Category Archives: Combinatorics

A combinatorial identity

While tutoring today a student asked me about the following identity

(*)\qquad\qquad\qquad\displaystyle\sum_{n\ge i\ge j\ge k\ge 0}\binom ni\binom ij\binom jk=4^n.

One way to prove it is to count the number of possible triples (A,B,C) of sets with C\subseteq B\subseteq A\subseteq S=\{1,\dots,n\}. This can be done in two ways. First, if A, B, C contain i,j,k elements respectively then the number of such triples clearly equals the left-hand side of (*).
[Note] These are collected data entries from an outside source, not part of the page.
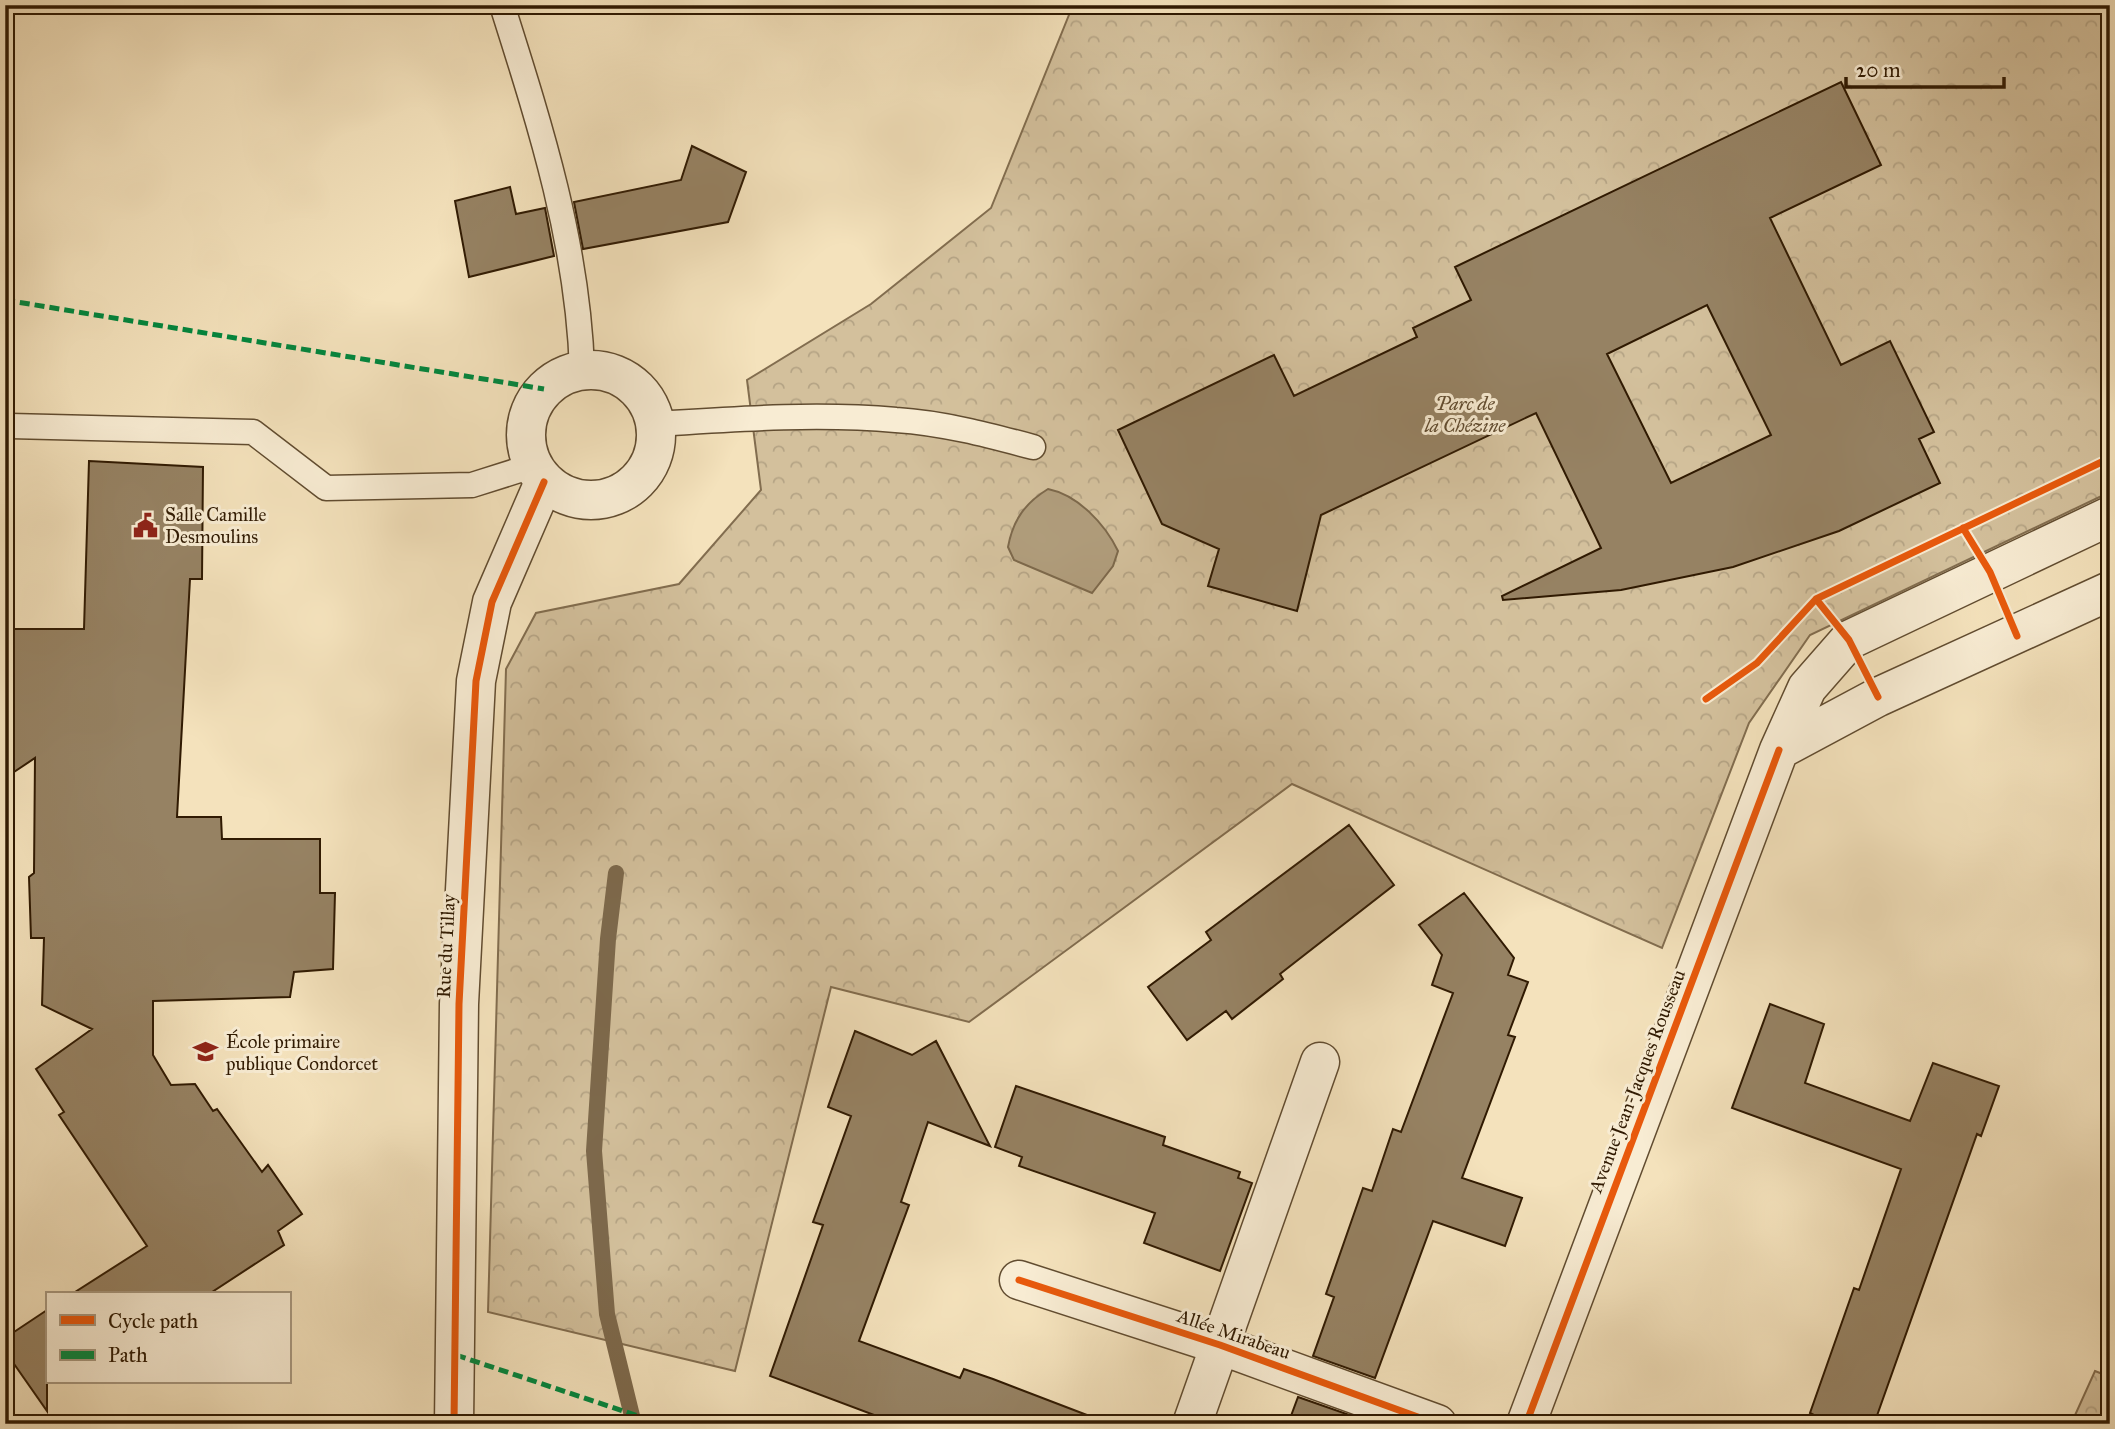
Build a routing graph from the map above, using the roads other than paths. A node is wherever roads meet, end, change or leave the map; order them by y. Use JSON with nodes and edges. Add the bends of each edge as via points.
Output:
{"nodes":[{"id":1,"x":502,"y":5,"type":"edge"},
{"id":2,"x":582,"y":370,"type":"junction"},
{"id":3,"x":655,"y":424,"type":"junction"},
{"id":4,"x":10,"y":426,"type":"dead end"},
{"id":5,"x":1033,"y":447,"type":"dead end"},
{"id":6,"x":538,"y":474,"type":"junction"},
{"id":7,"x":2110,"y":516,"type":"edge"},
{"id":8,"x":2110,"y":592,"type":"edge"},
{"id":9,"x":1779,"y":750,"type":"junction"},
{"id":10,"x":1320,"y":1062,"type":"dead end"},
{"id":11,"x":1019,"y":1280,"type":"dead end"},
{"id":12,"x":1220,"y":1345,"type":"junction"},
{"id":13,"x":454,"y":1424,"type":"edge"},
{"id":14,"x":1192,"y":1424,"type":"edge"},
{"id":15,"x":1437,"y":1424,"type":"edge"},
{"id":16,"x":1526,"y":1424,"type":"edge"}],
"edges":[{"from":1,"to":2,"type":"lane","via":[[557,186],[581,319]]},
{"from":2,"to":3,"type":"street","via":[[604,371],[624,379],[640,392]]},
{"from":2,"to":6,"type":"street","via":[[562,376],[544,389],[532,406],[525,425],[525,446]]},
{"from":3,"to":5,"type":"lane","via":[[769,418],[898,420],[974,431]]},
{"from":3,"to":6,"type":"street","via":[[654,453],[645,472],[616,496],[578,500]]},
{"from":4,"to":6,"type":"lane","via":[[253,432],[326,488],[472,485]]},
{"from":6,"to":13,"type":"street","name":"Rue du Tillay","via":[[492,602],[476,681],[459,1004]]},
{"from":7,"to":9,"type":"street","name":"Avenue Jean-Jacques Rousseau","via":[[1849,640],[1807,688]]},
{"from":8,"to":9,"type":"street","via":[[1878,697]]},
{"from":9,"to":16,"type":"street","name":"Avenue Jean-Jacques Rousseau"},
{"from":10,"to":12,"type":"street","name":"Allée Mirabeau"},
{"from":11,"to":12,"type":"street","name":"Allée Mirabeau"},
{"from":12,"to":14,"type":"street","name":"Allée Mirabeau"},
{"from":12,"to":15,"type":"street","name":"Allée Mirabeau"}]}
On the other hand, since each element of S must belong to one of the four disjoint regions in the picture below

screenshot-2016-10-03-21

the number of such triples equals precisely 4^n.

An algebraic proof can be obtained by repeated use of the binomial theorem:

\displaystyle 4^n=\sum_{n\ge i\ge 0}\binom ni3^i=\sum_{n\ge i\ge j\ge 0}\binom ni\binom ij2^j=\sum_{n\ge i\ge j\ge k\ge 0}\binom ni\binom ij\binom jk.

Similarly, one obtains the more general identity

\displaystyle\sum_{n\ge i_m\ge\cdots\ge i_1\ge 0}\binom{n}{i_1}\binom{i_1}{i_2}\cdots\binom{i_{m-1}}{i_m}=(m+1)^n.

This also follows from the multinomial theorem since the left-hand side equals

\displaystyle\sum_{n\ge i_m\ge\cdots\ge i_1\ge 0}\frac{n!}{(n-i_1)!(i_1-i_2)!\cdots (i_{m-1}-i_m)!i_m!}=(m+1)^n.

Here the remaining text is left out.